DIRESA tutorial

1. Install packages

The diresa-torch package depends on the PyTorch package. This tutorial also uses numpy and matplotlib.

[1]:

# Install needed packages
!pip install numpy
!pip install matplotlib
!pip install diresa-torch

Requirement already satisfied: diresa-torch in /usr/local/lib/python3.12/dist-packages (1.0.0)

2. Load the dataset

In this tutorial, we are going to compress the 3D lorenz ‘63 butterfly into a 2D latent space. The lorenz.csv contains a list of butterfly points, with three colums for the X, Y and Z coordinate.

[2]:

!wget https://gitlab.com/etrovub/ai4wcm/public/diresa/-/raw/master/docs/lorenz.csv

--2025-09-24 08:00:58--  https://gitlab.com/etrovub/ai4wcm/public/diresa/-/raw/master/docs/lorenz.csv
Resolving gitlab.com (gitlab.com)... 172.65.251.78, 2606:4700:90:0:f22e:fbec:5bed:a9b9
Connecting to gitlab.com (gitlab.com)|172.65.251.78|:443... connected.
HTTP request sent, awaiting response... 200 OK
Length: 2999999 (2.9M) [text/plain]
Saving to: ‘lorenz.csv.8’

lorenz.csv.8        100%[===================>]   2.86M  --.-KB/s    in 0.02s

2025-09-24 08:00:59 (133 MB/s) - ‘lorenz.csv.8’ saved [2999999/2999999]

[3]:

import numpy as np
data_file = "lorenz.csv"
data = np.loadtxt(data_file, delimiter=",").astype(np.float32)
print("Shape", data_file, ":", data.shape)
train = data[:30000]
val = data[30000:35000]
test = data[35000:]

Shape lorenz.csv : (40000, 3)

3. Build the DIRESA model

We can build a DIRESA model with convolutional and/or dense layers with the Diresa.from_hyper_param class method. We can also build a DIRESA model based on a custom encoder and decoder with the Diresa.from_custom class method (see below).
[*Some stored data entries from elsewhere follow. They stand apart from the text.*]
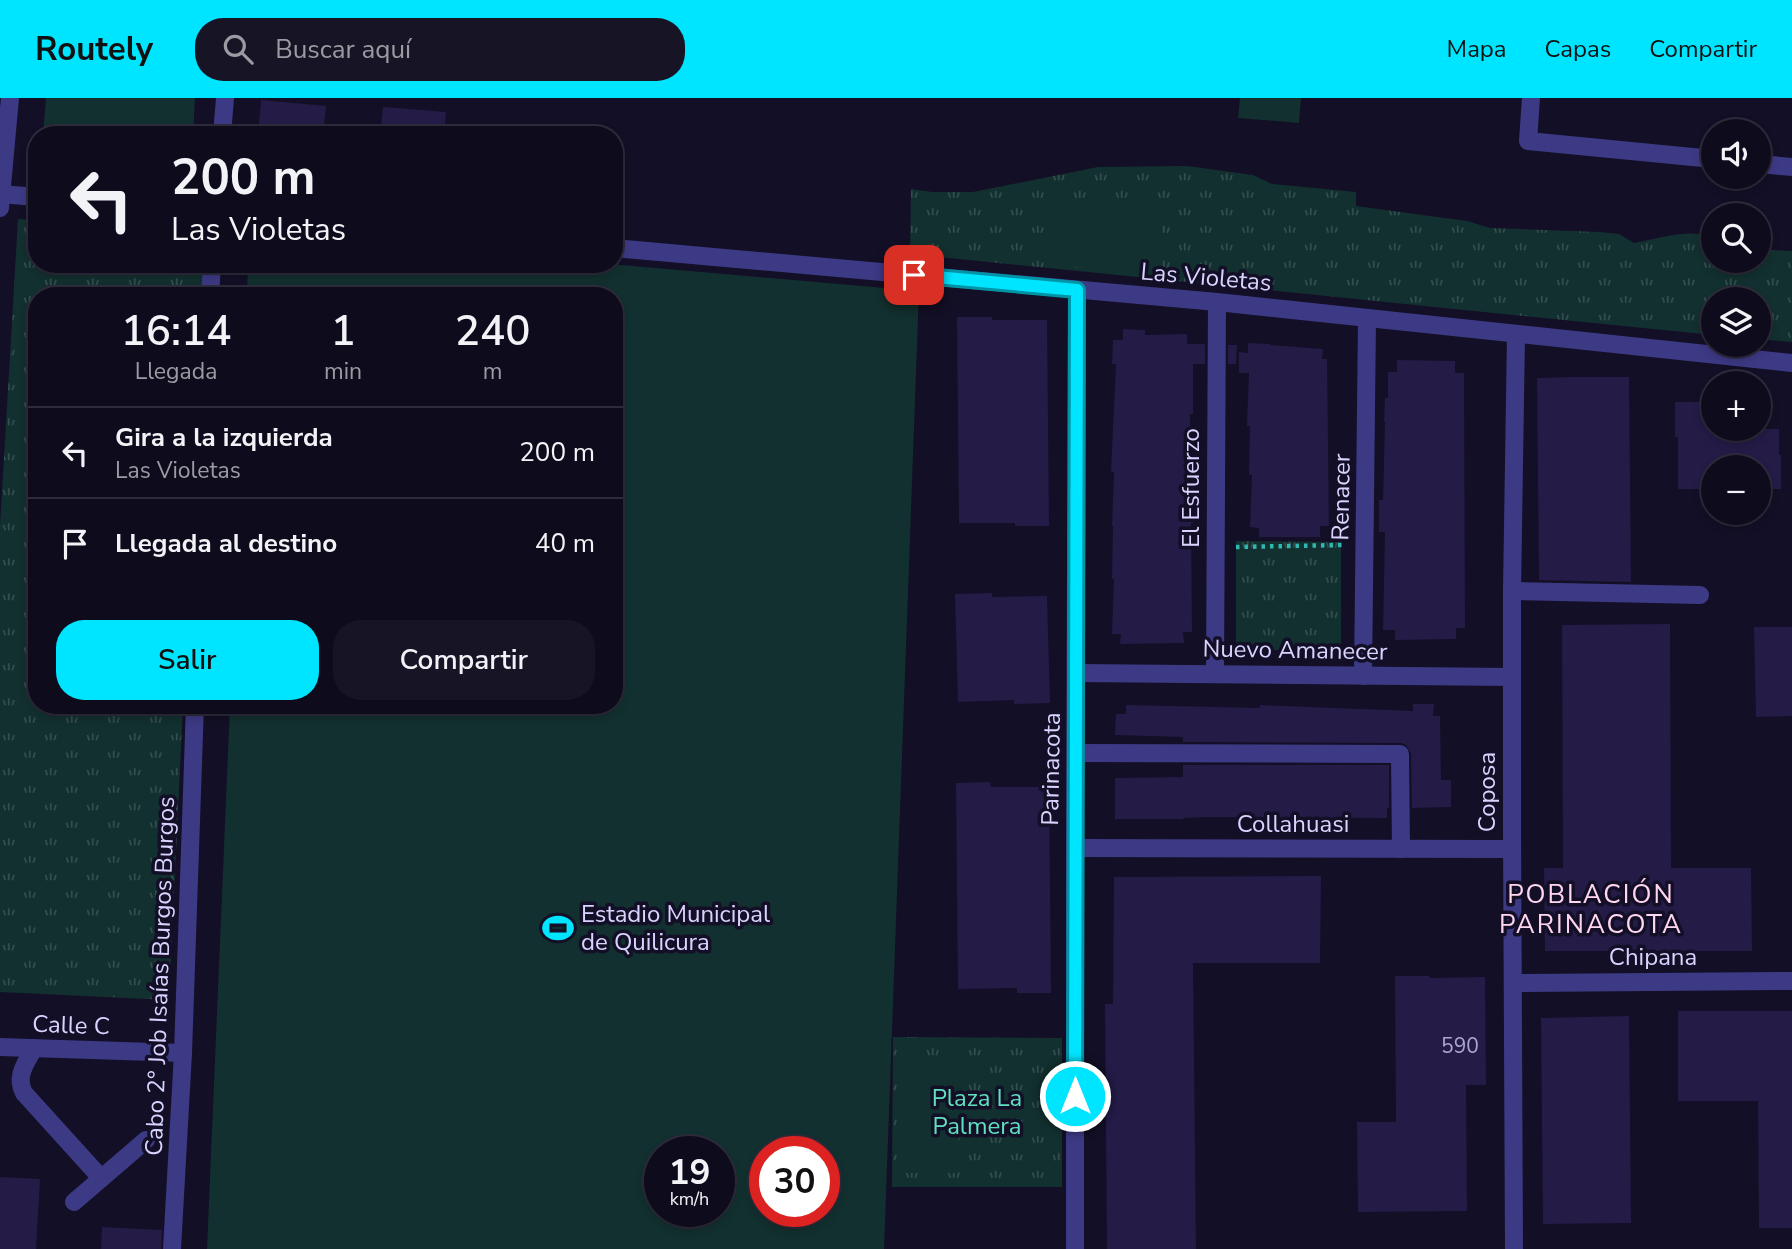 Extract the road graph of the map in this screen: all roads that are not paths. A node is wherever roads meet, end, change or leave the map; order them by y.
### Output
1 (10, 98) edge
2 (225, 98) edge
3 (1531, 98) edge
4 (223, 126) edge
5 (1701, 158) edge
6 (1771, 165) edge
7 (1792, 167) edge
8 (28, 197) edge
9 (0, 198) edge
10 (623, 249) edge
11 (1077, 290) junction
12 (1217, 302) junction
13 (1367, 319) junction
14 (1516, 335) junction
15 (1792, 363) edge
16 (1512, 591) junction
17 (1700, 595) dead end
18 (1076, 673) junction
19 (1215, 674) junction
20 (1363, 676) junction
21 (1512, 677) junction
22 (195, 714) edge
23 (1076, 753) junction
24 (1074, 848) junction
25 (1401, 849) junction
26 (1512, 849) junction
27 (1792, 981) edge
28 (1514, 983) junction
29 (0, 1047) edge
30 (34, 1048) junction
31 (183, 1053) junction
32 (146, 1140) dead end
33 (101, 1178) junction
34 (74, 1202) dead end
35 (173, 1249) edge
36 (1075, 1249) edge
37 (1514, 1249) edge

1 - 9 street
2 - 4 street
3 - 5 street
6 - 7 street
8 - 9 street
10 - 11 street, Las Violetas
11 - 12 street, Las Violetas
11 - 18 street, Parinacota
12 - 13 street, Las Violetas
12 - 19 street, El Esfuerzo
13 - 14 street, Las Violetas
13 - 20 street, Renacer
14 - 15 street, Las Violetas
14 - 16 street, Coposa
16 - 17 street
16 - 21 street, Coposa
18 - 19 street, Nuevo Amanecer
18 - 23 street, Parinacota
19 - 20 street, Nuevo Amanecer
20 - 21 street, Nuevo Amanecer
21 - 26 street, Coposa
22 - 31 street, Cabo 2° Job Isaías Burgos Burgos
23 - 24 street, Parinacota
23 - 25 street
24 - 25 street, Collahuasi
24 - 36 street, Parinacota
25 - 26 street, Collahuasi
26 - 28 street, Coposa
27 - 28 street, Chipana
28 - 37 street, Coposa
29 - 30 street, Calle C
30 - 31 street, Calle C
30 - 33 street
31 - 35 street, Cabo 2° Job Isaías Burgos Burgos
32 - 33 street
33 - 34 street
We build a model with an input shape of (3,) for the 3D butterfly points. Our encoder model has 3 dense layers with 40, 20 and 2 units (the latter is the dimension of the latent space). The decoder is a reflection of the encoder.

[4]:

import torch.nn as nn
from diresa_torch.arch.models import Diresa

diresa = Diresa.from_hyper_param(input_shape=(3, ), dense_units=(40, 20, 2), activation=nn.ReLU())
print(diresa)

Diresa(
  (base_encoder): Encoder(
    (network): DenseLayer(
      (network): Sequential(
        (0): Linear(in_features=3, out_features=40, bias=True)
        (1): ReLU()
        (2): Linear(in_features=40, out_features=20, bias=True)
        (3): ReLU()
        (4): Linear(in_features=20, out_features=2, bias=True)
      )
    )
  )
  (dist_layer): DistanceLayer()
  (base_decoder): Decoder(
    (network): DenseLayer(
      (network): Sequential(
        (0): Linear(in_features=2, out_features=20, bias=True)
        (1): ReLU()
        (2): Linear(in_features=20, out_features=40, bias=True)
        (3): ReLU()
        (4): Linear(in_features=40, out_features=3, bias=True)
      )
    )
  )
  (ordering_layer): OrderingLayer()
)

4. Train the DIRESA model

We train the DIRESA model with the train_diresa function. The parameters include i.a. the diresa model, the dataloaders and the 3 loss functions with their weights. The DIRESA model has 3 loss functions, the reconstruction loss (usually the MSE is used here), the covariance loss and a distance loss (here the MSE distance loss is used). The batch size must be large enough for the calculation of the covariance loss, which calculates the covariance matrix of the latent space components over the batch. A shuffled version of the batches is fed in the twin encoder for calculating the distance loss (so also for this one, the batch size must be large enough). If staged_training is True, the encoder and decoder are trained separately.

[5]:

from torch.optim import Adam
from torch.cuda import is_available
from torch.utils.data import DataLoader
from diresa_torch.training.trainer import train_diresa
from diresa_torch.losses.loss_funcs import MSEDistLoss, LatentCovLoss
import logging

logging.basicConfig(level=logging.INFO, force = True)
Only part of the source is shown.